Rangers goaltender Igor Shesterkin hydrates during a break in the...

Rangers goaltender Igor Shesterkin hydrates during a break in the second period of an NHL game against the Kraken at Madison Square Garden on Jan. 30. Credit: Kathleen Malone-Van Dyke

Igor Shesterkin went to Miami over the NHL All Star Break and got some well-earned rest and relaxation. If he had a complaint, it would have been that 10 days off between the Rangers’ last game before the break, and their first practice coming out of it, was a tad too long.

"Maybe it's too much,’’ he said Monday. "I think one week is good.’’

Well, the rest period is over now. On Tuesday, the Rangers started the post-All-Star break portion of their season, a 35-game sprint to the finish as they chase their first playoff appearance in five years, with a game at Madison Square Garden against the Boston Bruins. And Shesterkin, the Rangers’ No. 1 goaltender, figures to be in line to play a lot of games over the season’s last two-and-a-half months.

The Rangers — 30-13-4 entering Tuesday — were to play their final 35 games over 74 days, with just five sets of back-to-back games remaining. Assuming Shesterkin doesn’t play both ends of some back-to-backs, he could theoretically start as many of 30 of the Rangers’ last 35 games, though coach Gerard Gallant refused to speculate on how much he’ll turn to his No. 1 goalie down the stretch.

"I'm not concerned about that, honestly,’’ Gallant said Monday, when asked how many games he thought Shesterkin might play. "Things change, day-to-day, in our business. So I'm worried about [Tuesday's] game. I'm not worried about Igor playing 30 games, or 35 games or 15 games. I'm worried about getting a good goalie in the net for the next 35. So it's not about Igor; it's not about ‘Georgie’ [Alexandar Georgiev]. It's about winning hockey games, and playing those who are ready to go.’’

As long as he’s healthy, Shesterkin should be ready to go most nights.

"I feel pretty good,’’ he said. "We have a goal, meaning to make the playoff games. And we just need to keep going. Show our game. Every game is important.’’

When asked how many games he’d like to play down the stretch, Shesterkin deferred to Gallant.

"I don't know,’’ he said. "You need to ask the head coach.’’

A fourth-round pick in the 2014 draft, Shesterkin is having the best season of his three-year NHL career. After posting goals-against average totals of 2.52 and 2.62 per game, and save percentages of .932 and .916 in his first two seasons, he entered Tuesday’s game with a 22-5-2 record, with three shutouts, a 2.10 goals-against average, and a .937 save percentage. His save percentage was tops in the league among goaltenders who’ve started at least half their team’s games, and his GAA was second, behind Carolina’s Frederik Andersen (2.04).

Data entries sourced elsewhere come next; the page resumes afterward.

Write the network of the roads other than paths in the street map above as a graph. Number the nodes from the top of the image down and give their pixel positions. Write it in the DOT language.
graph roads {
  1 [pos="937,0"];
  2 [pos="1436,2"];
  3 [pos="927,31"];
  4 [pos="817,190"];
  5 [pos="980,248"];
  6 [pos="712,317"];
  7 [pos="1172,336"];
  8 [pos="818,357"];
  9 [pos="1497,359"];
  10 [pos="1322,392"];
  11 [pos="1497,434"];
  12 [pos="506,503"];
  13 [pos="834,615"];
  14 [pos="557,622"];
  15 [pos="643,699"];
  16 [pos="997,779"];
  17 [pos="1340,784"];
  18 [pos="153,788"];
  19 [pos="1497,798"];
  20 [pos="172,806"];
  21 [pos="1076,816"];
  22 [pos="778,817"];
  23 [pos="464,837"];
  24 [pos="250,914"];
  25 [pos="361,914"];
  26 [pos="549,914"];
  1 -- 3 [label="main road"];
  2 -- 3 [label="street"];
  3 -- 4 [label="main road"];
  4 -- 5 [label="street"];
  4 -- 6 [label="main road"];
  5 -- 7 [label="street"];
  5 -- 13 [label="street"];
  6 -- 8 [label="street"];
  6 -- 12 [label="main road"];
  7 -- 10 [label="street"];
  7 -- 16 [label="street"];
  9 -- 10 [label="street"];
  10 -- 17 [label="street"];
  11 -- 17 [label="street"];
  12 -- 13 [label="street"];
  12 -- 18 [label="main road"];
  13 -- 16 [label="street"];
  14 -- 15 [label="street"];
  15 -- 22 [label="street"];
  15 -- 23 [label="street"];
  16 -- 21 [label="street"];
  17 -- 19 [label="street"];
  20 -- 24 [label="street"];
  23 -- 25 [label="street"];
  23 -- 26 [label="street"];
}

Also, Shesterkin’s 22 wins in 29 appearances (28 starts) represented the highest win percentage (.7586) of any goalie with more than 10 appearances. Anderson, with 25 wins in 33 appearances (.7575) was right behind. And in advanced stats, Shesterkin has a Goals Saved Above Average number of 25.69, according to the hockey analytics site Natural Stat Trick. Nashville’s Juuse Saros is second with a GSAA of 19.85, and Andersen was third with 17.97.

Somehow, Shesterkin didn’t make the Metropolitan Division roster for the All-Star Game. But most observers expect that when it comes time to vote for the Vezina Trophy for the league’s best goaltender, the 26-year-old Moscow native will be on the short list of potential winners, if not the favorite.

Shesterkin was asked if he listens to the talk that he could win the Vezina. He dismissed the question by joking, "I don’t speak English very well.’’

Everyone laughed. In his case, the language doesn’t matter, because the numbers are enough to tell the story.